Через сотню шагов он остановился. Дальше идти было некуда. И нельзя. И невозможно.
Перед ним в десяти-пятнадцати метрах сверкала расползшаяся и спекшаяся в сине-черно-зеленое пузыристое стекло масса — застывший чудовищными буграми клей. Он замер, качаясь, облизнул сухие горячие губы — и вдруг жутковато захихикал: так это же клей!
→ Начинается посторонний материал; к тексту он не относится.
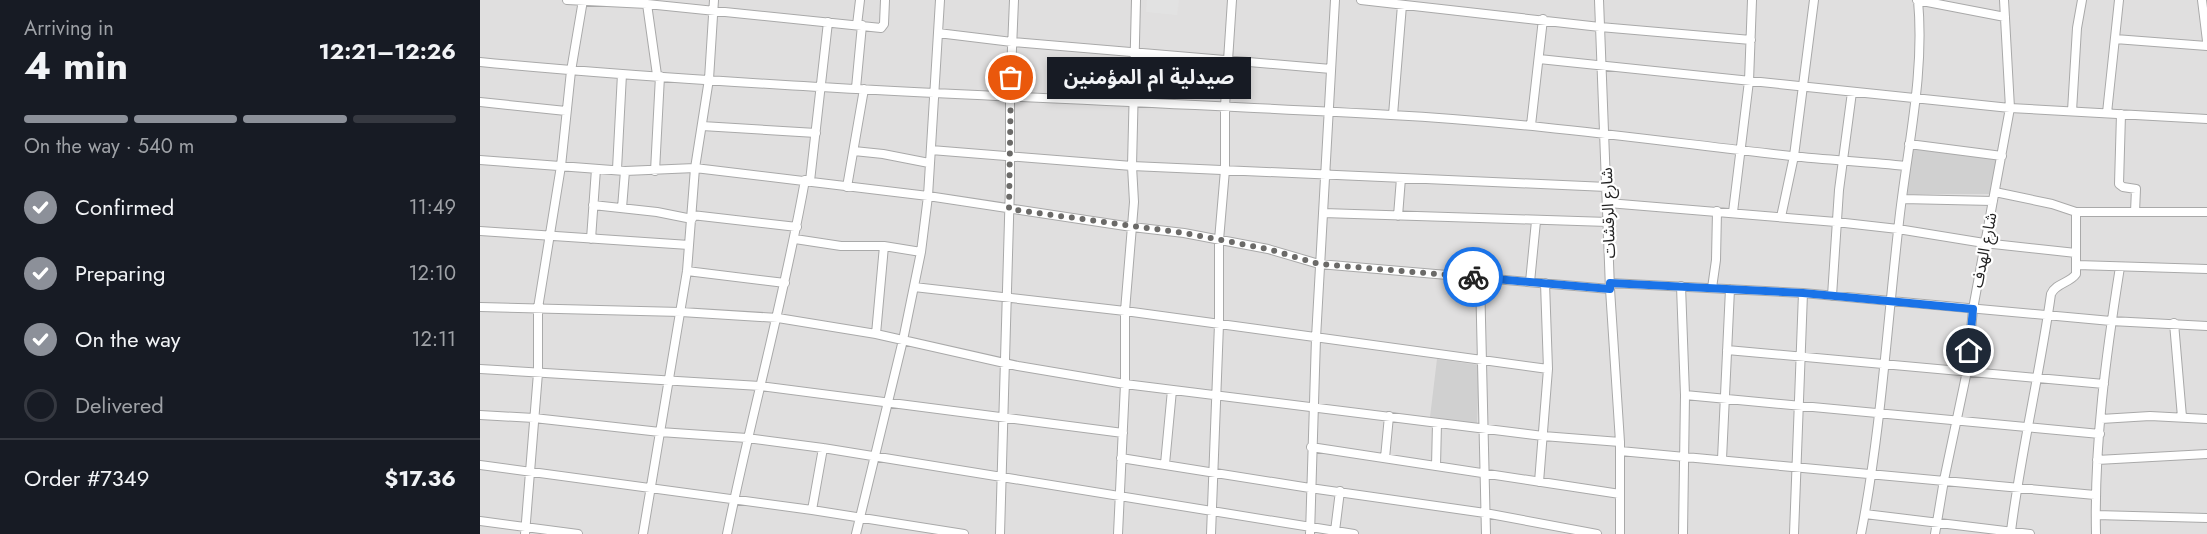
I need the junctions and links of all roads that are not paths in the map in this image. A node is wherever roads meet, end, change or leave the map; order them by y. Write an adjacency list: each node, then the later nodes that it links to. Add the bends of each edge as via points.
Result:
1 (567, 0): 2 (street)
2 (583, 0): 21 (street); 41 (street)
3 (714, 0): 23 (street)
4 (860, 0): 27 (street)
5 (885, 0): 27 (street, via 883,27)
6 (940, 0): 29 (street)
7 (1014, 0): 33 (street)
8 (1136, 0): 35 (street)
9 (1232, 0): 37 (street)
10 (1335, 0): 40 (street)
11 (1360, 0): 20 (street)
12 (1599, 0): 28 (street, شارع الرقشات)
13 (1752, 0): 31 (street)
14 (1814, 0): 46 (street)
15 (1917, 0): 24 (street); 52 (street, via 1920,55)
16 (2004, 0): 24 (street, شارع الهدف)
17 (2082, 0): 58 (street)
18 (2119, 0): 30 (street)
19 (2202, 0): 32 (street)
20 (1391, 2): 22 (street)
21 (646, 4): 23 (street); 43 (street)
22 (1402, 5): 25 (street); 62 (street)
23 (713, 10): 26 (street); 44 (street)
24 (2005, 16): 56 (street, شارع الهدف)
25 (1543, 19): 28 (street); 36 (street)
26 (828, 22): 27 (street); 47 (street)
27 (860, 25): 48 (street)
28 (1600, 27): 31 (street); 39 (street, شارع الرقشات)
29 (938, 33): 33 (street); 49 (street)
30 (2115, 39): 34 (street); 60 (street)
31 (1750, 40): 45 (street)
32 (2207, 41)
33 (1012, 42): 35 (street); 51 (street)
34 (2207, 46)
35 (1134, 52): 37 (street); 54 (street)
36 (1539, 59): 39 (street); 64 (street)
37 (1228, 61): 40 (street); 55 (street)
38 (480, 62): 41 (street)
39 (1601, 65): 45 (street); 67 (street, شارع الرقشات)
40 (1331, 69): 59 (street)
41 (570, 71): 42 (street); 57 (street)
42 (622, 74): 43 (street); 83 (street)
43 (659, 76): 44 (street); 85 (street)
44 (709, 79): 47 (street); 65 (street)
45 (1749, 81): 46 (street); 70 (street)
46 (1803, 85): 50 (street); 72 (street)
47 (821, 86): 48 (street); 66 (street)
48 (860, 89): 49 (street); 71 (street)
49 (934, 92): 51 (street); 69 (street)
50 (1852, 92): 52 (street); 76 (street)
51 (1010, 97): 54 (street); 74 (street)
52 (1916, 98): 56 (street); 68 (street)
53 (480, 102): 57 (street)
54 (1133, 103): 55 (street); 79 (street)
55 (1225, 106): 59 (street); 84 (street)
56 (2010, 108): 58 (street); 73 (street, شارع الهدف)
57 (566, 111): 78 (street)
58 (2072, 111): 60 (street)
59 (1329, 112): 62 (street); 86 (street)
60 (2107, 113): 61 (street)
61 (2121, 114): 63 (street); 102 (street, via 2119,184 2136,189)
62 (1393, 115): 64 (street)
63 (2207, 119)
64 (1531, 125): 67 (street)
65 (702, 126): 66 (street); 81 (street)
66 (816, 133): 88 (street)
67 (1605, 134): 70 (street); 90 (street, شارع الرقشات)
68 (1909, 144): 73 (street); 80 (street)
69 (931, 150): 74 (street); 77 (street)
70 (1741, 150): 72 (street); 100 (street)
71 (854, 151): 77 (street); 89 (street)
72 (1794, 156): 76 (street); 107 (street)
73 (2002, 156): 91 (street, شارع الهدف)
74 (1011, 158): 79 (street); 98 (street)
75 (480, 160): 78 (street)
76 (1845, 160): 80 (street); 110 (street)
77 (929, 163): 92 (street)
78 (561, 166): 82 (street); 115 (street)
79 (1132, 166): 84 (street); 112 (street)
80 (1906, 166): 93 (street)
81 (695, 168): 85 (street); 88 (street); 106 (street)
82 (596, 169): 83 (street); 96 (street)
83 (621, 170): 85 (street); 97 (street)
84 (1225, 170): 86 (street); 118 (street)
85 (655, 171)
86 (1326, 174): 87 (street); 104 (street)
87 (1401, 178): 90 (street); 105 (street)
88 (808, 181): 89 (street); 111 (street)
89 (847, 187): 92 (street)
90 (1607, 187): 95 (street, شارع الرقشات)
91 (1995, 192): 94 (street, شارع الهدف); 101 (street)
92 (928, 196): 98 (street); 122 (street)
93 (1902, 199): 94 (street); 113 (street)
94 (1993, 201): 119 (street, شارع الهدف)
95 (1608, 203): 99 (street); 109 (street, شارع الرقشات)
96 (593, 205): 97 (street); 117 (street)
97 (622, 208): 106 (street)
98 (1009, 209): 112 (street); 140 (street)
99 (1717, 211): 100 (street); 136 (street)
100 (1732, 212): 107 (street)
101 (2076, 212): 102 (street); 123 (street)
102 (2135, 212): 103 (street)
103 (2207, 212)
104 (1323, 213): 105 (street); 124 (street)
105 (1398, 216): 108 (street)
106 (692, 217): 111 (street); 120 (street)
107 (1781, 217): 110 (street)
108 (1536, 221): 109 (street); 130 (street)
109 (1608, 222): 133 (street, شارع الرقشات)
110 (1836, 222): 113 (street); 139 (street)
111 (797, 227): 116 (street)
112 (1132, 227): 118 (street); 145 (street)
113 (1898, 229): 119 (street); 141 (street)
114 (480, 231): 115 (street)
115 (549, 235): 117 (street); 143 (street)
116 (795, 238): 121 (street, via 841,246); 132 (street)
117 (591, 239): 120 (street)
118 (1219, 240): 124 (street); 151 (street)
119 (1984, 243): 123 (street); 144 (street, شارع الهدف)
120 (689, 245): 128 (street)
121 (884, 246): 122 (street); 153 (street)
122 (921, 252): 135 (street)
123 (2076, 253): 125 (street)
124 (1319, 264): 129 (street); 154 (street)
125 (2077, 265): 126 (street); 147 (street, via 2074,278 2051,290)
126 (2120, 267): 127 (street); 149 (street)
127 (2207, 269)
128 (687, 271): 132 (street); 146 (street)
129 (1480, 277): 130 (street); 158 (street)
130 (1530, 282): 131 (street)
131 (1545, 283): 133 (street); 162 (street)
132 (785, 284): 148 (street)
133 (1610, 286): 134 (street); 194 (street, شارع الرقشات)
134 (1681, 286): 136 (street); 171 (street)
135 (914, 287): 140 (street); 155 (street)
136 (1712, 288): 137 (street)
137 (1730, 289): 138 (street); 156 (street)
138 (1803, 293): 139 (street); 157 (street)
139 (1832, 296): 141 (street)
140 (1007, 298): 145 (street); 159 (street)
141 (1890, 301): 144 (street); 160 (street)
142 (480, 307): 143 (street)
143 (538, 308): 146 (street); 164 (street)
144 (1973, 309): 147 (street); 163 (street, شارع الهدف)
145 (1125, 311): 151 (street); 167 (street)
146 (681, 312): 148 (street); 166 (street)
147 (2048, 316): 149 (street); 165 (street)
148 (778, 318): 153 (street); 169 (street)
149 (2111, 321): 150 (street); 168 (street)
150 (2174, 323): 152 (street); 180 (street)
151 (1219, 324): 154 (street); 172 (street)
152 (2207, 326)
153 (876, 334): 155 (street)
154 (1316, 338): 158 (street); 176 (street)
155 (903, 340): 159 (street); 174 (street)
156 (1727, 350): 157 (street); 173 (street)
157 (1801, 357): 160 (street); 175 (street)
158 (1482, 362): 162 (street); 187 (street)
159 (1005, 363): 167 (street); 182 (street)
160 (1884, 363): 163 (street); 178 (street)
161 (480, 369): 164 (street)
162 (1548, 369): 192 (street)
163 (1967, 371): 165 (street); 185 (street, شارع الهدف)
164 (538, 373): 166 (street); 181 (street)
165 (2037, 379): 168 (street); 188 (street)
166 (668, 380): 169 (street); 189 (street)
167 (1125, 384): 170 (street); 190 (street)
168 (2104, 384): 183 (street)
169 (760, 386): 174 (street); 193 (street)
170 (1172, 390): 172 (street); 205 (street)
171 (1685, 395): 173 (street); 200 (street)
172 (1216, 396): 176 (street); 209 (street)
173 (1726, 400): 175 (street); 203 (street)
174 (886, 401): 182 (street); 199 (street)
175 (1800, 406): 178 (street); 208 (street)
176 (1313, 407): 179 (street); 195 (street)
177 (480, 415): 181 (street)
178 (1879, 415): 185 (street); 212 (street)
179 (1389, 416): 186 (street); 202 (street)
180 (2182, 417): 183 (street); 184 (street)
181 (534, 418): 189 (street); 210 (street)
182 (1004, 419): 190 (street); 213 (street)
183 (2101, 419): 191 (street)
184 (2207, 419)
185 (1957, 421): 188 (street); 214 (street, شارع الهدف)
186 (1437, 423): 187 (street); 207 (street)
187 (1484, 429): 192 (street); 211 (street)
188 (2028, 429): 191 (street); 218 (street)
189 (660, 432): 193 (street); 216 (street)
190 (1123, 433): 201 (street)
191 (2100, 434): 204 (street)
192 (1543, 436): 194 (street); 215 (street)
193 (747, 438): 196 (street); 223 (street)
194 (1620, 442): 197 (street, شارع الرقشات)
195 (1311, 447): 202 (street); 217 (street)
196 (824, 448): 199 (street); 224 (street)
197 (1620, 451): 200 (street); 220 (street, شارع الرقشات)
198 (2207, 454): 204 (street)
199 (873, 456): 213 (street); 229 (street)
200 (1685, 456): 203 (street); 250 (street)
201 (1122, 458): 205 (street); 222 (street)
202 (1385, 458): 207 (street)
203 (1722, 459): 208 (street)
204 (2097, 460): 221 (street)
205 (1165, 464): 209 (street)
206 (480, 465): 210 (street)
207 (1436, 466): 211 (street)
208 (1797, 466): 212 (street); 251 (street)
209 (1214, 471): 217 (street); 225 (street)
210 (531, 472): 216 (street); 233 (street)
211 (1485, 474): 215 (street); 226 (street)
212 (1872, 474): 214 (street); 227 (street)
213 (1002, 478): 222 (street); 243 (street)
214 (1944, 480): 218 (street); 232 (street, شارع الهدف)
215 (1539, 482): 220 (street)
216 (651, 488): 223 (street); 239 (street)
217 (1310, 488): 219 (street); 235 (street)
218 (2016, 489): 221 (street); 237 (street)
219 (1340, 492): 226 (street); 236 (street)
220 (1620, 494): 249 (street, شارع الرقشات)
221 (2096, 495): 228 (street)
222 (1120, 497): 225 (street); 244 (street)
223 (734, 499): 224 (street); 240 (street)
224 (812, 510): 229 (street)
225 (1212, 511): 235 (street); 245 (street)
226 (1485, 513): 234 (street); 247 (street)
227 (1865, 514): 232 (street); 252 (street)
228 (2096, 515): 230 (street); 255 (street)
229 (860, 518): 241 (street); 242 (street)
230 (2207, 518)
231 (480, 521): 233 (street)
232 (1936, 523): 237 (street); 253 (street, شارع الهدف)
233 (525, 530): 238 (street)
234 (1556, 530): 248 (street)
235 (1310, 531): 236 (street)
236 (1335, 531): 246 (street)
237 (2011, 531): 254 (street)
238 (578, 534)
239 (643, 534)
240 (726, 534)
241 (856, 534)
242 (964, 534)
243 (1000, 534)
244 (1118, 534)
245 (1211, 534)
246 (1354, 534)
247 (1486, 534)
248 (1597, 534)
249 (1620, 534)
250 (1683, 534)
251 (1794, 534)
252 (1861, 534)
253 (1935, 534)
254 (2030, 534)
255 (2096, 534)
Это ж приманка для мух! А мухи… Ну, кто тут муха? А? А-а-а, во где фокус! Или… Или вовсе не фокус?
В затылке быстро нарастал тяжелый звон, глаза слезились, адски ломило позвоночник. Это «стекло» — или что там оно впереди — было очень опасным. Непонятно и небывало опасным. От него просто осязаемо несло страшной смертью. И, хотя «оно» быстро гасло, теряло силу, торчать тут не стоило…
Старшина попятился, прикрывая лицо, отворачиваясь, щурясь от накатывающего нестерпимого, но быстро спадающего жара; волны, накатываясь на «стекло», бешено шипели, бурлили гейзерами, лопались ядовитой газировкой, над водой расползался тяжелый удушливый пар.